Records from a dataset
^^^^

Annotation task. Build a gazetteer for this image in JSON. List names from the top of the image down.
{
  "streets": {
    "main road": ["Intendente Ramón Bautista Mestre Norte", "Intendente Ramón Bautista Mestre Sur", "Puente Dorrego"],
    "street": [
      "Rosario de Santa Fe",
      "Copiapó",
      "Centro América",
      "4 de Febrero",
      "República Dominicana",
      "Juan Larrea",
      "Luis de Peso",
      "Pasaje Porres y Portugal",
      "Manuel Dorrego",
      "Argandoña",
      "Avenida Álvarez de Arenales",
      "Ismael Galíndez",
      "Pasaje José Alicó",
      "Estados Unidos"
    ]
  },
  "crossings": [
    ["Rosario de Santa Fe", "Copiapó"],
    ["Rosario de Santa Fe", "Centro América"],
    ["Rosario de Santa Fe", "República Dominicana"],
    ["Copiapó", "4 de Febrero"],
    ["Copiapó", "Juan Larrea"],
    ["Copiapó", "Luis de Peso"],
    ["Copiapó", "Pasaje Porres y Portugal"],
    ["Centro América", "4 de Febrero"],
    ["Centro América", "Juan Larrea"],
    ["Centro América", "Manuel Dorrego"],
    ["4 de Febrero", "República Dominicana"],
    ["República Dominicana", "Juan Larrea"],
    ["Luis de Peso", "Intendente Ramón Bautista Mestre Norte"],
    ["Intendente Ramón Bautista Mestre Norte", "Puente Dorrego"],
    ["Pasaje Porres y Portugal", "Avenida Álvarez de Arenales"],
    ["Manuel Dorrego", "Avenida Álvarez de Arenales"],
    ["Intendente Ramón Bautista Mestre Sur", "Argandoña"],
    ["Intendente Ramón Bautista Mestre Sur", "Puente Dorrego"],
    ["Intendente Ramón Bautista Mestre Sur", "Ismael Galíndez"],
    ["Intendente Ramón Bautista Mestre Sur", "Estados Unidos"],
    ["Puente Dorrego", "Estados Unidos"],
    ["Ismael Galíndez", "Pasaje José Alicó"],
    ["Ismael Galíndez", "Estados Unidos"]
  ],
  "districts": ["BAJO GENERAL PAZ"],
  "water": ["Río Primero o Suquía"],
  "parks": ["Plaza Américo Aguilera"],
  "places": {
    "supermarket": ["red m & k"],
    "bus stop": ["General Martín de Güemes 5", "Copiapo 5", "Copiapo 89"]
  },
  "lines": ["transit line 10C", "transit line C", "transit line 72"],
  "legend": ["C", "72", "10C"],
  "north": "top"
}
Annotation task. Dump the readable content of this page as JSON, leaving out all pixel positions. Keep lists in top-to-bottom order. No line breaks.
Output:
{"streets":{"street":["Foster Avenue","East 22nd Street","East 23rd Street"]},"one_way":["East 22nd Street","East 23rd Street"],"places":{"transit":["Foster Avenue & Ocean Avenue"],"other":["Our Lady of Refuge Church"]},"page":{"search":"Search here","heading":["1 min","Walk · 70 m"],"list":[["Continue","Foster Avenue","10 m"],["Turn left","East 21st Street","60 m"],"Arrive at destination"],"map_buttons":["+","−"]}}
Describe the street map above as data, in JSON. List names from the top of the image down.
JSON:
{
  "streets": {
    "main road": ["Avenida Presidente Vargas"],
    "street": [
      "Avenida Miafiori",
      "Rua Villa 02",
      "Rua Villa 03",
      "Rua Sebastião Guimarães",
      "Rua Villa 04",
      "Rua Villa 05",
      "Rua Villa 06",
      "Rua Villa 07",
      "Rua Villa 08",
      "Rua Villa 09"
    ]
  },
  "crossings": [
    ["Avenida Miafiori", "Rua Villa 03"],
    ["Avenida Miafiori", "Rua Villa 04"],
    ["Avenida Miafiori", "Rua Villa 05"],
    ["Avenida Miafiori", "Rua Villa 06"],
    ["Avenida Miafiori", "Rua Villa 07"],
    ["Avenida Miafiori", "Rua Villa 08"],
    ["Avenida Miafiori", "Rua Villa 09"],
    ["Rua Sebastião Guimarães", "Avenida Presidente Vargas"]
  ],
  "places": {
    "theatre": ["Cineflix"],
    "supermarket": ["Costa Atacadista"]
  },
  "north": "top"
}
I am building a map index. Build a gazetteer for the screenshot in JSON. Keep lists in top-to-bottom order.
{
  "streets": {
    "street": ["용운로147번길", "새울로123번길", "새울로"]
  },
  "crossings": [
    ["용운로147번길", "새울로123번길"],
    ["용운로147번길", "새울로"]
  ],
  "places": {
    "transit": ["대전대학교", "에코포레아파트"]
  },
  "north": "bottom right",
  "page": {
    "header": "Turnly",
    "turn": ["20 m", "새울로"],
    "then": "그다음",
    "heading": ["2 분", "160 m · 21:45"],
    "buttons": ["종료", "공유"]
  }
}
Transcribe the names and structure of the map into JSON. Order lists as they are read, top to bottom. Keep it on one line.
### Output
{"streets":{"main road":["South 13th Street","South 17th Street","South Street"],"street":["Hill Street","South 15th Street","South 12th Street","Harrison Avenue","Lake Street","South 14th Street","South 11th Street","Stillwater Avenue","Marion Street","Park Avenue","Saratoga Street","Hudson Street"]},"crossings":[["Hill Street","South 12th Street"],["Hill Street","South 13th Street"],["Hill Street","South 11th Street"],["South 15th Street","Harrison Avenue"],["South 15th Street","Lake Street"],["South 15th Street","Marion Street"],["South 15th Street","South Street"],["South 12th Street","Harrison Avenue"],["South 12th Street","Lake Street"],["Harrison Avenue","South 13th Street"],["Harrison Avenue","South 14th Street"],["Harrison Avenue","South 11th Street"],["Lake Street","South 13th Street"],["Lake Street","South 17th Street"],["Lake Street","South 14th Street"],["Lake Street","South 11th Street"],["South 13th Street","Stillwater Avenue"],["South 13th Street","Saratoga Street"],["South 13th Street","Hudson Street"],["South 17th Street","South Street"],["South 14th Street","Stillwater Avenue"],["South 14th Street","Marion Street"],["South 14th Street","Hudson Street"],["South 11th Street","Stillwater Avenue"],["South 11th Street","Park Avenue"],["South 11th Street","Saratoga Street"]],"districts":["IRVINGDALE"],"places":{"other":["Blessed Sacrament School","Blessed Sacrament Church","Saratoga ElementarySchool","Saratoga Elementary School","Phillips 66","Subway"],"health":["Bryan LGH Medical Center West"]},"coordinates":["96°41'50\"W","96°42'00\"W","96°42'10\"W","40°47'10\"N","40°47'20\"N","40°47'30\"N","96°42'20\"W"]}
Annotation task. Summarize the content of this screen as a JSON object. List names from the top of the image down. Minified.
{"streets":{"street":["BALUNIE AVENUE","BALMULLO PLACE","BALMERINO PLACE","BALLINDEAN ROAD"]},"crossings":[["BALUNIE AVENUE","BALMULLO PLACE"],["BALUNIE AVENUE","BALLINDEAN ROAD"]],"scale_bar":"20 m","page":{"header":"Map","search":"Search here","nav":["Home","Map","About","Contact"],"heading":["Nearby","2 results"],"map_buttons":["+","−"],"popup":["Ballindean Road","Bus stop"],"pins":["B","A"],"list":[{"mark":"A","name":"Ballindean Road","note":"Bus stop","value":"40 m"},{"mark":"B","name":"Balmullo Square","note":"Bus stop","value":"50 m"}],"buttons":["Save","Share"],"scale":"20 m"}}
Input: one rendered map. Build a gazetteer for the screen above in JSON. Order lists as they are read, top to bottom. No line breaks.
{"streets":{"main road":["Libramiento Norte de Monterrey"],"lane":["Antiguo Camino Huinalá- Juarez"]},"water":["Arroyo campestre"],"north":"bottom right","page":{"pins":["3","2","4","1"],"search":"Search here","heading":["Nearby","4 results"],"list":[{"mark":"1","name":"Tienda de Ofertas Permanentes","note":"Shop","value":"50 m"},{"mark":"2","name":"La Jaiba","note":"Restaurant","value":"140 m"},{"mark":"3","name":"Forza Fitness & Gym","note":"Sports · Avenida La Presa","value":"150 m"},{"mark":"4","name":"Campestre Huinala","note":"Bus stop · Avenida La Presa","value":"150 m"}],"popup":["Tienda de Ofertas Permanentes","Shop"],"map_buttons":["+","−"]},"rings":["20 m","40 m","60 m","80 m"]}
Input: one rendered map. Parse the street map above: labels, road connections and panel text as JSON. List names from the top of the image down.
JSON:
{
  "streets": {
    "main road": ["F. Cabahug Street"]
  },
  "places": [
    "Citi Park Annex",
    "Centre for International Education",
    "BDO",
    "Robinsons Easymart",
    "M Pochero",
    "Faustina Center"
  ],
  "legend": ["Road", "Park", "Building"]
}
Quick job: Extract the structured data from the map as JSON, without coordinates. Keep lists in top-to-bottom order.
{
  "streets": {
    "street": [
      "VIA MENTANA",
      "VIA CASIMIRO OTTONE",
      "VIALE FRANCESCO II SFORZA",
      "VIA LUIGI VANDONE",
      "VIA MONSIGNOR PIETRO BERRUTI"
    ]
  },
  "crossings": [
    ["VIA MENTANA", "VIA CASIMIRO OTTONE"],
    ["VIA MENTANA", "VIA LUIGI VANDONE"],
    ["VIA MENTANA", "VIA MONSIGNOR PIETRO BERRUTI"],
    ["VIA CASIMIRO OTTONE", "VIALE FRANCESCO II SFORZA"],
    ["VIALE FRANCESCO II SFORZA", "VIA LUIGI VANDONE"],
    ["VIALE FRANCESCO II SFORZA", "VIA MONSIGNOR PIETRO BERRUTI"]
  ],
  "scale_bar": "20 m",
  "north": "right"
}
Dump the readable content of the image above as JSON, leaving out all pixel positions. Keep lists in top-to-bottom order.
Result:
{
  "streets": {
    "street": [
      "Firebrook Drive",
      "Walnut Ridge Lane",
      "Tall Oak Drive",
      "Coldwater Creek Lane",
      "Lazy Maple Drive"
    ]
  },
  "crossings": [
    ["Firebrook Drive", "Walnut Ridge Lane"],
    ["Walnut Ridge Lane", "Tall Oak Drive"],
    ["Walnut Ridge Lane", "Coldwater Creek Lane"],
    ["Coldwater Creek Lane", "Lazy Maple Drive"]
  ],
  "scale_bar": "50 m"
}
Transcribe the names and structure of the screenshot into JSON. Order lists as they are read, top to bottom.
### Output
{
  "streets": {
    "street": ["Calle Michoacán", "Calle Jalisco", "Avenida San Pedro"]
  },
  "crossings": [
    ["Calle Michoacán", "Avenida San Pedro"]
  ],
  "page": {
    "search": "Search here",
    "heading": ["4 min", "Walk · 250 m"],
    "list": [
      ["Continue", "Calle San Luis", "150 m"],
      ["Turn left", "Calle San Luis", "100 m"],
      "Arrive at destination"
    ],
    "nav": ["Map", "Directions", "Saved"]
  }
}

^^^^

- _Task objective_
Transcribe only the trailing portion of the entries above: the line that contains "Transcribe the names and structure of the screenshot" and each line after it.

- _Answer section_
Transcribe the names and structure of the screenshot into JSON. Order lists as they are read, top to bottom.
### Output
{
  "streets": {
    "street": ["Calle Michoacán", "Calle Jalisco", "Avenida San Pedro"]
  },
  "crossings": [
    ["Calle Michoacán", "Avenida San Pedro"]
  ],
  "page": {
    "search": "Search here",
    "heading": ["4 min", "Walk · 250 m"],
    "list": [
      ["Continue", "Calle San Luis", "150 m"],
      ["Turn left", "Calle San Luis", "100 m"],
      "Arrive at destination"
    ],
    "nav": ["Map", "Directions", "Saved"]
  }
}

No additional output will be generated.